The battle of the app stores rages on! Despite recent woes and plummeting public sentiment for the iPhone App Store, it is regarded as the biggest and best mobile application market on the planet. We Android fans fiercely defend our robot shop and there obvious advantages/disadvantages to what each has going. But there is one thing we can’t deny – Apple and the iPhone App Store blow Android out of the water when it comes to sales volume.
Last week the developers at Tap Tap Tap – makers of a conversion calculator in the App Store – gave a stunning account of what their newly launched Application earned after being ranked the #2 paid application in two weeks time. Selling at .99 cents a pop, the “featured” position helped them sell 9,000 copies per day, earning them $6,300+ after Apple’s cut. Holy smokes!
Other stories of overwhelming iPhone App Store success are matched with equally depressing stories of Android Market failure. Take for example Trism who sold $250k+ in game downloads over the first 2 months of release and since being ported to Android has only sold 500 copies! Man… what the heck is wrong with Android Market?
Matt Hall from LarvaLabs pointed out the huge gap between the App Store and Android Market with his company’s own first hand experience – the Market sucks compared to the App Store. The volume was paltry in comparison and despite 2 of their 4 applications enjoying time on the phone and website “featured” list, sales in August only averaged $62.39/day.
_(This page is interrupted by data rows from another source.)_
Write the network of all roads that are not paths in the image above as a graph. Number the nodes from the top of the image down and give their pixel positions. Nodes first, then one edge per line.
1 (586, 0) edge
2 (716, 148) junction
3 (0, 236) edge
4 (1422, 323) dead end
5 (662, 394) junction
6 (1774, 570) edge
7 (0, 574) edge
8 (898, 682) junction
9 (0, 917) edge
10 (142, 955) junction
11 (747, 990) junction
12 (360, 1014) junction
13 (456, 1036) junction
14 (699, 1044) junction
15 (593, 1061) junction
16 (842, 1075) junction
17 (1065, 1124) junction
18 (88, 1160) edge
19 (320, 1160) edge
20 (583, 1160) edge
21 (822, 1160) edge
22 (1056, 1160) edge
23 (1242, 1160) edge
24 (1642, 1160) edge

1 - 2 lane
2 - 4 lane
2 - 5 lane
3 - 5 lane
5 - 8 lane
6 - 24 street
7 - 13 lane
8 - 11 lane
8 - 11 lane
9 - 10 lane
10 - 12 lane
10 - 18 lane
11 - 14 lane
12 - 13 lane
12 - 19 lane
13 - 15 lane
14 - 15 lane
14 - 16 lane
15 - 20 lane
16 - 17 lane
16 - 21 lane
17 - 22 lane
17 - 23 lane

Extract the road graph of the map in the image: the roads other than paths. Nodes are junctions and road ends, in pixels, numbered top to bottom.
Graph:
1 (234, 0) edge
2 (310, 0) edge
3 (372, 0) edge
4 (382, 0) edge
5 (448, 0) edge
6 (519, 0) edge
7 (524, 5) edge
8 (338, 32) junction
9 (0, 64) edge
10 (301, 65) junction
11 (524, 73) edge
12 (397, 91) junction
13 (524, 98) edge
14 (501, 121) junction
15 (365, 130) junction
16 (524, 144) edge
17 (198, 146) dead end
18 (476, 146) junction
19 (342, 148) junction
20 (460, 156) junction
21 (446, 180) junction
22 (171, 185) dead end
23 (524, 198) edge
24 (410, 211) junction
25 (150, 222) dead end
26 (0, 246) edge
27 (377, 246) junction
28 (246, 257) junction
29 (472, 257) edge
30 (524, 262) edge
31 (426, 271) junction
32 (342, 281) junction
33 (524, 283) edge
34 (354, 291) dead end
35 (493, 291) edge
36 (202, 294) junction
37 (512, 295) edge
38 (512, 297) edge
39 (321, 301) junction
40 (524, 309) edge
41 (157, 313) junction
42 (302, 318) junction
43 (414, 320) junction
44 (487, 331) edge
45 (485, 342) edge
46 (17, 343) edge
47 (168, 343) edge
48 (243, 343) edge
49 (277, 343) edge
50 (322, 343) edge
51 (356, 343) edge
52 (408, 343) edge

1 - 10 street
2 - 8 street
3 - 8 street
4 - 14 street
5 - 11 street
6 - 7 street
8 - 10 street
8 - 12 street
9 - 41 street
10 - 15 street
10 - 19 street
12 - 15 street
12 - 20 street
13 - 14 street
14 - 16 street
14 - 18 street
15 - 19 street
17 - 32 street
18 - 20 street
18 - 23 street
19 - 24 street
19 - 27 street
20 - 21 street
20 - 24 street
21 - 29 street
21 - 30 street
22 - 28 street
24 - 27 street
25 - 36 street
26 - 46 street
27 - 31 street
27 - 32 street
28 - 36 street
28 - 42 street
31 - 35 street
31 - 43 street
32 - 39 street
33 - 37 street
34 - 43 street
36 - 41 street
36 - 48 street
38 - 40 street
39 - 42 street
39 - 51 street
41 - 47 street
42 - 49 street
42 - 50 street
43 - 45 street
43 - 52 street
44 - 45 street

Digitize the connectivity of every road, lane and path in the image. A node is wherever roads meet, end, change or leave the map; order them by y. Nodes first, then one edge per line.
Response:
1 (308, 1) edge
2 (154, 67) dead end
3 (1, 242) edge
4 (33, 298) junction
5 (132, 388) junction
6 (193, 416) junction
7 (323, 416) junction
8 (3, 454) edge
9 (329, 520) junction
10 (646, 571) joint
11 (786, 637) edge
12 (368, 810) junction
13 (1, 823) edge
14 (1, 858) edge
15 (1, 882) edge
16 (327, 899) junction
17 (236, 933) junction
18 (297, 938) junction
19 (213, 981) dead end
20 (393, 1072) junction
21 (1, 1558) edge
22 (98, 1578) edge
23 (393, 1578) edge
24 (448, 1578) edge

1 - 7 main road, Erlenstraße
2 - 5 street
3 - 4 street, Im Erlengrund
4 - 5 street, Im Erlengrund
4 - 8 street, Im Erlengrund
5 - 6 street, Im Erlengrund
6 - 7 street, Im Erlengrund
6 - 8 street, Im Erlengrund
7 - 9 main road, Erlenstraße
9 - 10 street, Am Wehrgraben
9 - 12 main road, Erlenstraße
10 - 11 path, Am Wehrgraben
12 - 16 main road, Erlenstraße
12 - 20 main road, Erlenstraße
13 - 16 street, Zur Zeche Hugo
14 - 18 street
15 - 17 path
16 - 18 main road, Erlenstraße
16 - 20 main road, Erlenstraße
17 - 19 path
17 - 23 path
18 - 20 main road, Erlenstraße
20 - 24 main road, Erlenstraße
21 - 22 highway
As they depressingly explain, “Very difficult to buy the summer home at this rate.”
Most of the complaints that the LarvaLabs developer provided were about the actual market itself… allow me to summarize:
- No screenshots
- 325 character app description max
- Only 1 payment form (Goog Checkout)
- Hard to find paid apps
- Various connectivity problems
We hear you, we hear you and I’m sure Google is addressing many of these complaints as I type and you read, but let’s face it… this is NOT the reason for the gap in volume sales. The reason for the gap in volume sales is because there are so many more freaking iPhones on the market than Android Phones! Yes, I think Android users in general – being a little more open source geared and less in love with their own vanity – do a little crate digging for free stuff. But the total pool pales in comparison.
To his credit, Hall identifies this issue and realizes the potential in Android:
I should add that even though these numbers are pretty disappointing and currently don’t represent a viable business, we’re still excited about Android in the medium to long term. There’s been some talk from Google of improvements to the market, including more payment options, so that will definitely help. We’re also going to see some big phone releases from Motorola among others, but the main issue just seems to be the market itself and it’s low purchase rate (19% vs. 50% on iPhone).
I really don’t think purchase rate is the main issue here. And even if it is, the sheer volume of Android Phones on the market in the next 1 to 2 years will help Android surpass the iPhone, evening the playing field when all things are considered. So to Android users – support our developers and purchase/donate for apps that you enjoy because they deserve to be rewarded, especially these early adopters/developers. And to Android Developers… keep the goodness coming, I’m betting you will be very well rewarded in the not too distant future!
Worth noting is Mark Murphy’s excellent response as the first comment of the LarvaLabs article:
Two statistics pretty much sum up the differences:
– The AdMob reported 19%/50% purchase rates of paid apps, as you cite above
– iPhone+iPod Touch have sold around 15x the number of devices at this point (also from the AdMob report)
Combined, that’s about a 37x difference, which eats up a good-sized chunk of your revenue gap.
So, in terms of “whether it’ll be possible to target it profitably as a small developer I’m not sure”, I’m hoping that won’t be a huge problem. Between hoped-for improvements in the Android Market, alternative markets with same/better capabilities (some interesting ones are on tap), and more places to promote your app, I’m hoping the 19%/50% gap can be narrowed. Then, it’s a question of device unit sales, rising tides lifting all boats, and all that…
Well said/researched Mark! And good luck to the guys at Larva Labs.